■ Material for this exercise
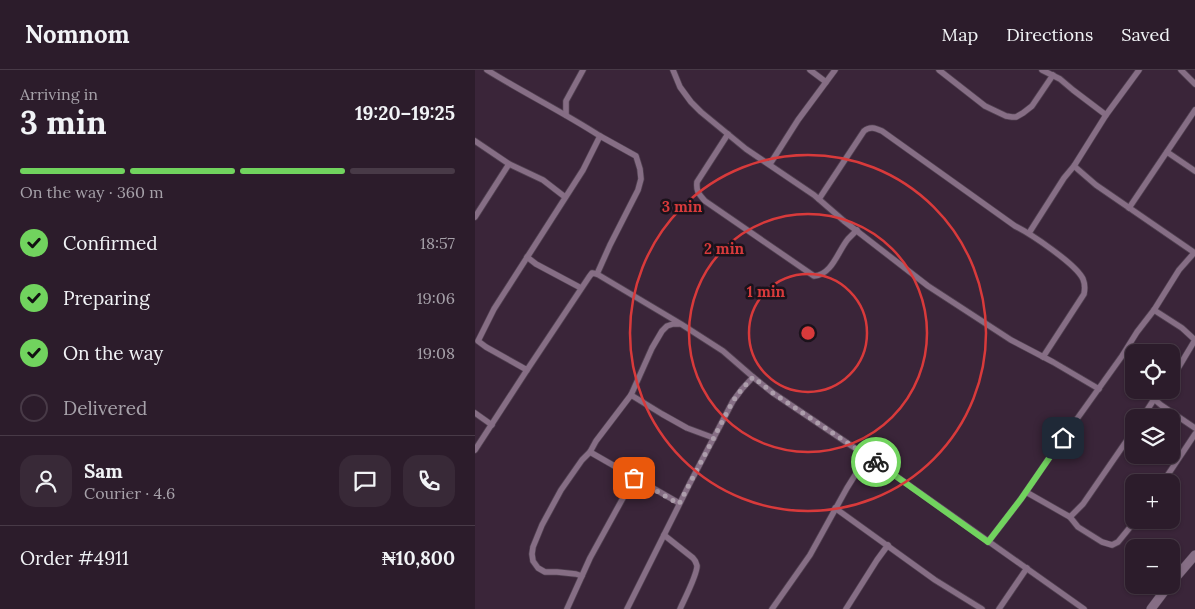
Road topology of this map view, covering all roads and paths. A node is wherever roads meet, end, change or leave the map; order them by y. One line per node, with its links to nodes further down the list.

...

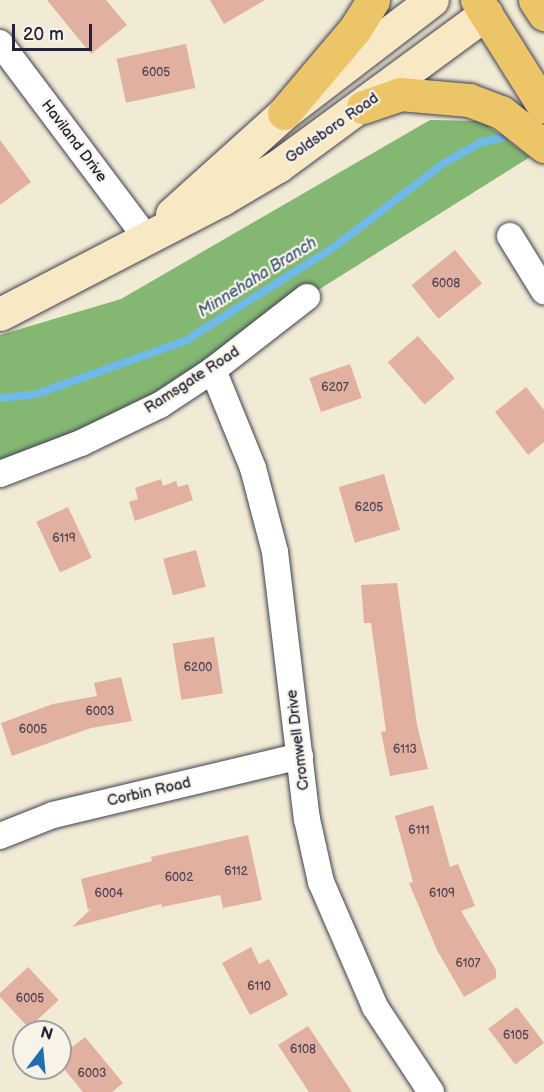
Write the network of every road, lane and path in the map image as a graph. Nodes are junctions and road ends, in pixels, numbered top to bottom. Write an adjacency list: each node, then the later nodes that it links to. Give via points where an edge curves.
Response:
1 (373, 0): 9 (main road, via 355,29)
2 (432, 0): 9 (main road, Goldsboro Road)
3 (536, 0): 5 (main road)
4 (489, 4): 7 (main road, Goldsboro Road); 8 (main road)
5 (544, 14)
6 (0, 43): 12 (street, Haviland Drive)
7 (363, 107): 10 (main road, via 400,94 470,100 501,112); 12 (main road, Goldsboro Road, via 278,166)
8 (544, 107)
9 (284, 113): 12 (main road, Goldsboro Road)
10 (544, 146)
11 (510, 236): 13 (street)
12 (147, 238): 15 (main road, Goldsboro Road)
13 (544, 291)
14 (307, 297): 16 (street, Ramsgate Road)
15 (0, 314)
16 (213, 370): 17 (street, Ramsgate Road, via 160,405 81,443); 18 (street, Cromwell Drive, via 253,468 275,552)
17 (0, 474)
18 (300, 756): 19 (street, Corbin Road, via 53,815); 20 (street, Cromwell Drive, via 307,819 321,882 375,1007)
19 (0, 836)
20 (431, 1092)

...

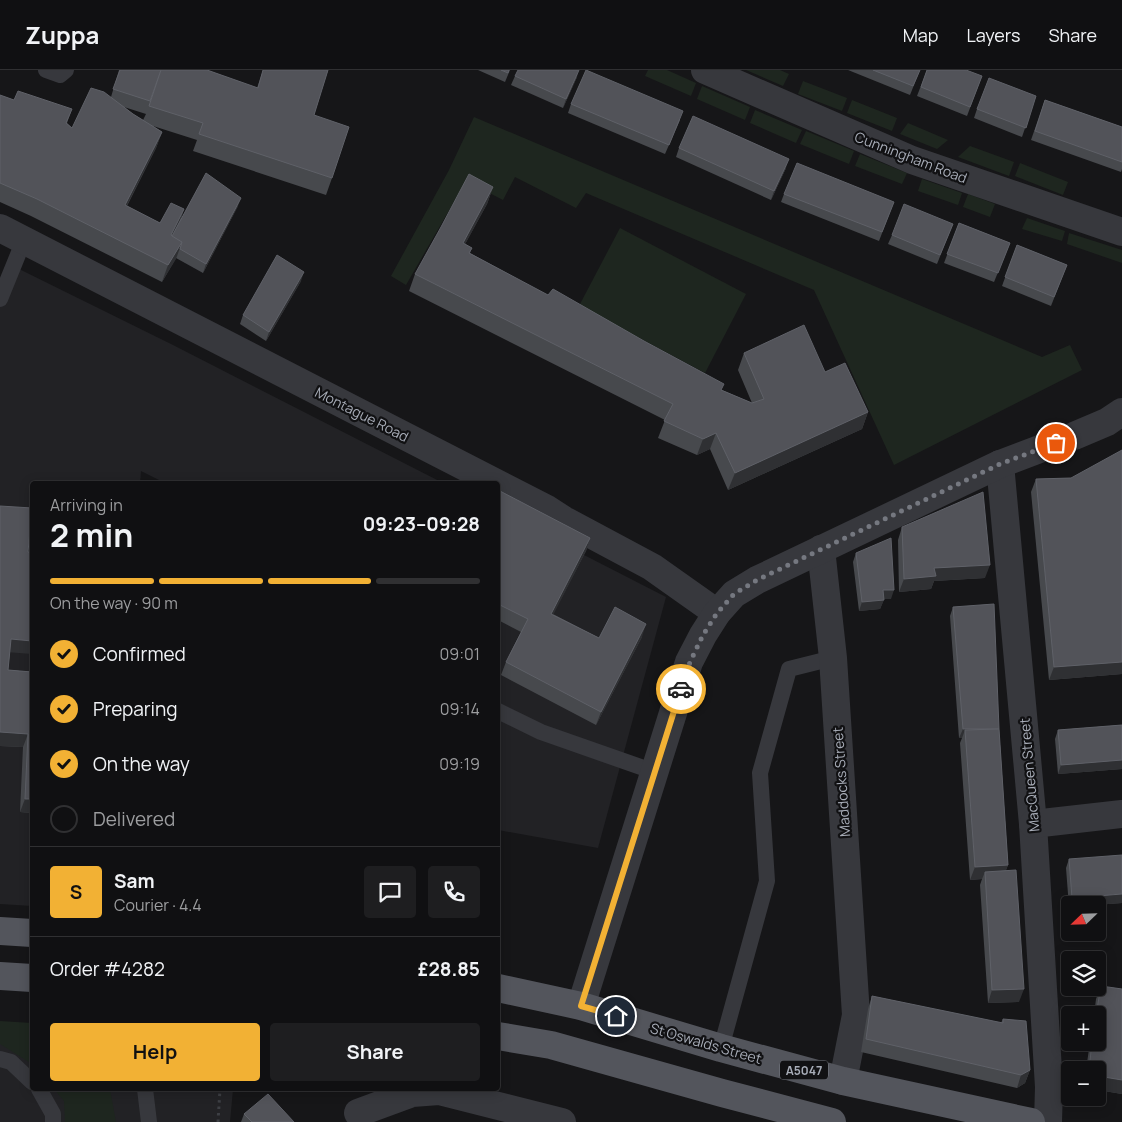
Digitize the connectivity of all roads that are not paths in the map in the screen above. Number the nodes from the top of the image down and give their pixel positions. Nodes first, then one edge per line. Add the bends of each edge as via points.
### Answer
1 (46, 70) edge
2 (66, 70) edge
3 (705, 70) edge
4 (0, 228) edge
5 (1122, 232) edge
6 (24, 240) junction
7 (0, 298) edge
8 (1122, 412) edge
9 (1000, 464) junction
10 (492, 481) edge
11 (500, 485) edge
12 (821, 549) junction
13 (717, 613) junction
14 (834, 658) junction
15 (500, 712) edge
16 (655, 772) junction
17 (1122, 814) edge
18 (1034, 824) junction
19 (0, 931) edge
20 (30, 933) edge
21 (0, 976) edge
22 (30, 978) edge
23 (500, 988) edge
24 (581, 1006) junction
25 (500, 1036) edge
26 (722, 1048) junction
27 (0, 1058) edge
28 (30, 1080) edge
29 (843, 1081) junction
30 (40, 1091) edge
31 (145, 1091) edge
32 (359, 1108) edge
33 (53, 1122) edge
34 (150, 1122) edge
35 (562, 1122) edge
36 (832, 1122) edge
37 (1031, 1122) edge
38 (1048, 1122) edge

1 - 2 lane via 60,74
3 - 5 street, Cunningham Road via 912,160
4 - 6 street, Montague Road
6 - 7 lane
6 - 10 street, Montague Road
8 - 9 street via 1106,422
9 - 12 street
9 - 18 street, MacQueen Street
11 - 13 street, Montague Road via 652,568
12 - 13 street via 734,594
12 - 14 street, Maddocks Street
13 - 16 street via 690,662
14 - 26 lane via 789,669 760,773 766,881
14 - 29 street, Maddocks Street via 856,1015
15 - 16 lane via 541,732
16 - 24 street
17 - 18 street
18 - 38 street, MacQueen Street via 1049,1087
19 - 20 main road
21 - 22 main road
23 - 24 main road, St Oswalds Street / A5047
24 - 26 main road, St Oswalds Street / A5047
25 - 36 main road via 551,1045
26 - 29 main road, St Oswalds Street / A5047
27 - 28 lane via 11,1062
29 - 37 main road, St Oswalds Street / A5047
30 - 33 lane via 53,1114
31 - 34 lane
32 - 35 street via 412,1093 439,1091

■ What you need to do
Copy all lines from the data above that contain the word "then".

■ Solution to this task
Write the network of every road, lane and path in the map image as a graph. Nodes are junctions and road ends, in pixels, numbered top to bottom. Write an adjacency list: each node, then the later nodes that it links to. Give via points where an edge curves.
Digitize the connectivity of all roads that are not paths in the map in the screen above. Number the nodes from the top of the image down and give their pixel positions. Nodes first, then one edge per line. Add the bends of each edge as via points.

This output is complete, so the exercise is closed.